Critique : Wrong Elements
En 1989, en Ouganda, Joseph Kony crée un mouvement rebelle contre le pouvoir, la LRA, « l’Armée de Résistance du Seigneur ». Suivront des enlèvements d’adolescents qui composeront les membres de cette armée. Ils seront plus de 60.000 en 25 ans. Aujourd’hui, moins de la moitié sont vivants. Ils ont quittés le « bush » et sont réinsérés dans la société. Une réalité singulière derrière laquelle se tisse les enjeux universels de tout endoctrinement et de toute réinsertion. Signant un documentaire au centre duquel il place l’humain, Jonathan Littell questionne la dualité d’une situation où ces hommes et ses femmes sont à la fois victimes et bourreaux.

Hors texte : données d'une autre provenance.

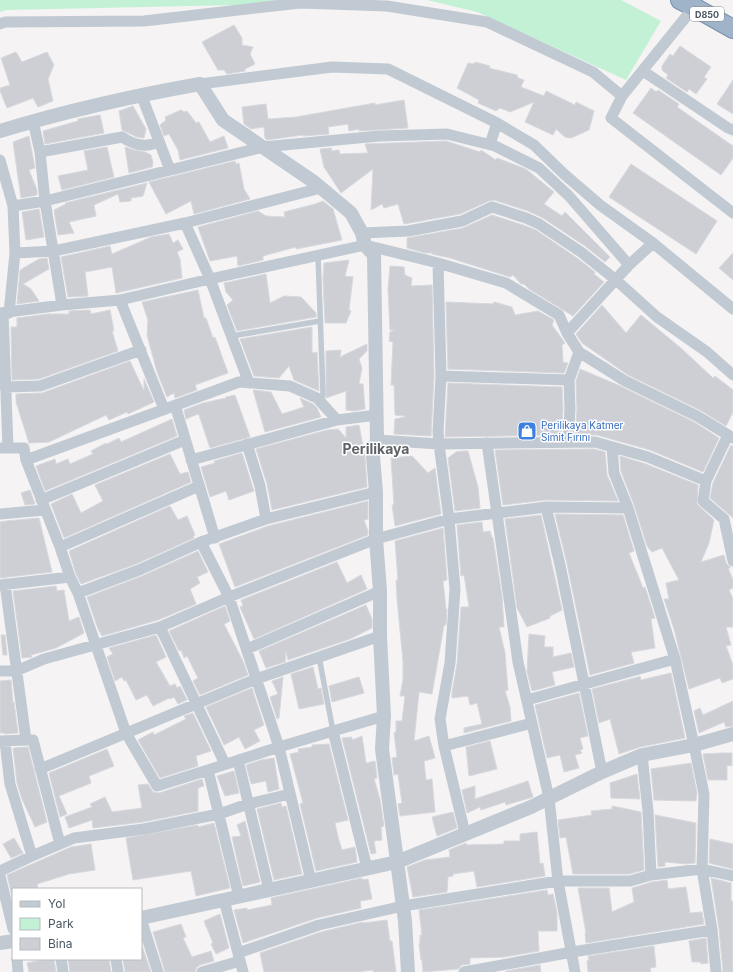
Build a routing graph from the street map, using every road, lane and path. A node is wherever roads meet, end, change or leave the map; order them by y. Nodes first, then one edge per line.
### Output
1 (687, 3) edge
2 (0, 24) edge
3 (733, 29) edge
4 (643, 70) junction
5 (200, 84) junction
6 (141, 94) junction
7 (622, 96) junction
8 (33, 121) junction
9 (497, 122) junction
10 (733, 130) edge
11 (0, 131) edge
12 (158, 142) junction
13 (490, 144) junction
14 (263, 147) junction
15 (40, 152) junction
16 (0, 160) edge
17 (170, 170) junction
18 (321, 188) junction
19 (45, 200) junction
20 (13, 206) junction
21 (733, 213) edge
22 (185, 222) junction
23 (364, 239) junction
24 (653, 243) junction
25 (54, 251) junction
26 (15, 253) junction
27 (318, 255) junction
28 (438, 262) junction
29 (629, 265) junction
30 (210, 279) junction
31 (616, 280) junction
32 (120, 300) junction
33 (62, 305) junction
34 (733, 309) edge
35 (4, 313) edge
36 (320, 321) junction
37 (567, 333) junction
38 (232, 336) junction
39 (141, 350) junction
40 (579, 352) junction
41 (733, 375) edge
42 (441, 376) junction
43 (569, 380) junction
44 (249, 383) junction
45 (5, 387) junction
46 (321, 402) junction
47 (169, 407) junction
48 (377, 415) junction
49 (337, 420) junction
50 (731, 436) edge
51 (185, 440) junction
52 (377, 440) junction
53 (568, 442) junction
54 (487, 443) junction
55 (247, 444) junction
56 (439, 444) junction
57 (612, 447) junction
58 (4, 448) edge
59 (26, 460) junction
60 (191, 460) junction
61 (706, 481) junction
62 (199, 486) junction
63 (376, 492) junction
64 (43, 505) junction
65 (546, 507) junction
66 (628, 508) junction
67 (497, 513) junction
68 (0, 514) edge
69 (266, 519) junction
70 (449, 519) junction
71 (215, 538) junction
72 (376, 539) junction
73 (201, 542) junction
74 (60, 546) junction
75 (733, 560) edge
76 (70, 577) junction
77 (2, 585) edge
78 (380, 592) junction
79 (78, 593) junction
80 (229, 597) junction
81 (160, 626) junction
82 (380, 636) junction
83 (95, 644) junction
84 (247, 649) junction
85 (319, 657) junction
86 (675, 659) junction
87 (0, 671) edge
88 (16, 671) junction
89 (256, 679) junction
90 (585, 684) junction
91 (527, 700) junction
92 (197, 704) junction
93 (384, 716) junction
94 (532, 723) junction
95 (333, 731) junction
96 (126, 733) junction
97 (733, 734) edge
98 (26, 740) junction
99 (2, 742) edge
100 (694, 745) junction
101 (444, 746) junction
102 (279, 747) junction
103 (642, 755) junction
104 (238, 760) junction
105 (224, 764) junction
106 (40, 769) junction
107 (208, 770) junction
108 (602, 772) junction
109 (5, 785) edge
110 (290, 794) junction
111 (549, 798) junction
112 (248, 804) junction
113 (219, 814) junction
114 (465, 833) junction
115 (60, 844) junction
116 (32, 856) junction
117 (397, 862) junction
118 (367, 868) junction
119 (702, 869) junction
120 (0, 871) edge
121 (651, 875) junction
122 (0, 876) edge
123 (733, 876) edge
124 (310, 881) junction
125 (558, 881) junction
126 (269, 890) junction
127 (239, 897) junction
128 (224, 900) junction
129 (403, 906) junction
130 (142, 919) edge
131 (142, 922) edge
132 (12, 925) edge
133 (712, 930) junction
134 (12, 941) edge
135 (0, 943) edge
136 (572, 952) junction
137 (17, 960) edge
138 (61, 960) edge
139 (116, 960) edge
140 (240, 962) edge
141 (488, 970) edge
142 (18, 972) edge
143 (63, 972) edge
144 (118, 972) edge
145 (158, 972) edge
146 (202, 972) edge
147 (408, 972) edge
148 (464, 972) edge
149 (575, 972) edge
150 (716, 972) edge

1 - 3 highway, D850
1 - 4 street
2 - 7 street
4 - 7 street
4 - 10 street
5 - 6 street
5 - 9 street
5 - 14 street
6 - 8 street
6 - 12 street
7 - 21 street
8 - 11 street
8 - 15 street
9 - 13 street
9 - 24 street
12 - 15 street
12 - 17 street
13 - 14 street
13 - 29 street
14 - 17 street
14 - 18 street
15 - 19 street
16 - 20 street
17 - 19 street
18 - 22 street
18 - 23 street
19 - 20 street
19 - 25 street
20 - 26 street
22 - 25 street
22 - 30 street
23 - 27 street
23 - 28 street
23 - 31 street
23 - 48 street
24 - 29 street
24 - 34 street
25 - 26 street
25 - 33 street
26 - 35 street
27 - 30 street
27 - 36 lane
28 - 37 street
28 - 42 street
29 - 31 street
30 - 32 street
30 - 38 street
31 - 37 street
31 - 41 street
32 - 33 street
32 - 39 street
33 - 35 street
35 - 45 street
36 - 38 lane
36 - 46 lane
37 - 40 street
38 - 44 street
39 - 45 street
39 - 47 street
40 - 43 street
40 - 50 street
42 - 43 street
42 - 56 street
43 - 53 street
44 - 46 street
44 - 47 street
45 - 58 street
46 - 49 street
47 - 51 street
47 - 59 street
48 - 49 street
48 - 52 street
49 - 55 street
50 - 61 street
51 - 60 street
51 - 64 street
52 - 56 street
52 - 63 street
53 - 54 street
53 - 57 street
54 - 56 street
54 - 67 street
55 - 60 street
55 - 69 street
56 - 70 street
57 - 61 street
57 - 66 street
58 - 59 street
59 - 64 street
60 - 62 street
61 - 75 street
62 - 71 street
62 - 74 street
63 - 69 street
63 - 72 street
64 - 68 street
64 - 74 street
65 - 66 street
65 - 67 street
65 - 90 street
66 - 86 street
67 - 70 street
67 - 91 street
69 - 71 street
70 - 72 street
70 - 101 street
71 - 73 street
72 - 78 street
72 - 80 street
73 - 79 street
73 - 80 street
74 - 76 street
76 - 77 street
76 - 79 street
77 - 88 street
78 - 82 street
78 - 84 street
79 - 83 street
80 - 81 street
80 - 84 street
81 - 83 street
81 - 92 street
82 - 85 street
82 - 93 street
83 - 88 street
83 - 96 street
84 - 89 street
85 - 89 street
85 - 95 lane
86 - 90 street
86 - 100 street
87 - 88 street
88 - 98 street
89 - 92 street
89 - 102 street
90 - 91 street
90 - 108 street
91 - 94 street
92 - 96 street
92 - 105 street
93 - 95 street
93 - 117 street
94 - 101 street
94 - 111 street
95 - 102 street
95 - 118 street
96 - 106 street
96 - 107 street
97 - 100 street
98 - 99 street
98 - 106 street
99 - 109 street
100 - 103 street
100 - 119 street
101 - 114 street
102 - 104 street
102 - 110 street
103 - 108 street
103 - 121 street
104 - 105 street
104 - 112 street
105 - 107 street
106 - 115 street
107 - 113 street
108 - 111 street
109 - 116 street
110 - 112 street
110 - 124 street
111 - 114 street
111 - 125 street
112 - 113 street
112 - 126 street
113 - 115 street
113 - 127 street
114 - 117 street
115 - 116 street
116 - 120 street
117 - 118 street
117 - 129 street
118 - 124 street
119 - 121 street
119 - 123 street
119 - 133 street
121 - 125 street
122 - 132 street
124 - 126 street
125 - 129 street
125 - 136 street
126 - 127 street
127 - 128 street
128 - 130 street
128 - 140 street
129 - 140 street
129 - 147 street
131 - 145 street
133 - 136 street
133 - 150 street
134 - 135 street
136 - 141 street
136 - 149 street
137 - 142 street
138 - 143 street
139 - 144 street
140 - 146 street
141 - 148 street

Fort de contextualiser l’histoire du mouvement rebelle (depuis sa création jusqu’à la comparution de Dominic Ongwen à Lahaye devant la Cour Pénale Internationale pour crimes de guerre), Jonathan Littell compose un film à double voies/x qui relate chronologiquement l’histoire de la LRA tout en lui donnant corps et la mettant en relief à travers les témoignage d’ex-enfants soldats – Geofrey, Nighty, Mike et Lapisa. Et cette mise en perspective, moteur du documentaire, tient du fascinant.
Jonathan Littel offre aux témoins le rôle d’acteurs. Afin de mieux entendre leur histoire, il les invite à la rejouer. Ainsi, les gestes permettent de transcender la réalité des enlèvements dont la violence n’est pourtant qu’évoquée. Devenir soldat de la LRA, c’est avant tout survivre à sa mise à mort en devenant le témoin du massacre d’autres individus. Devenir soldat de la LRA, c’est perdre, radicalement, toute individualité en ayant pourtant pour seule motivation celle de demeurer vivant. Une mort en soi, dont ces soldats prennent aujourd’hui conscience.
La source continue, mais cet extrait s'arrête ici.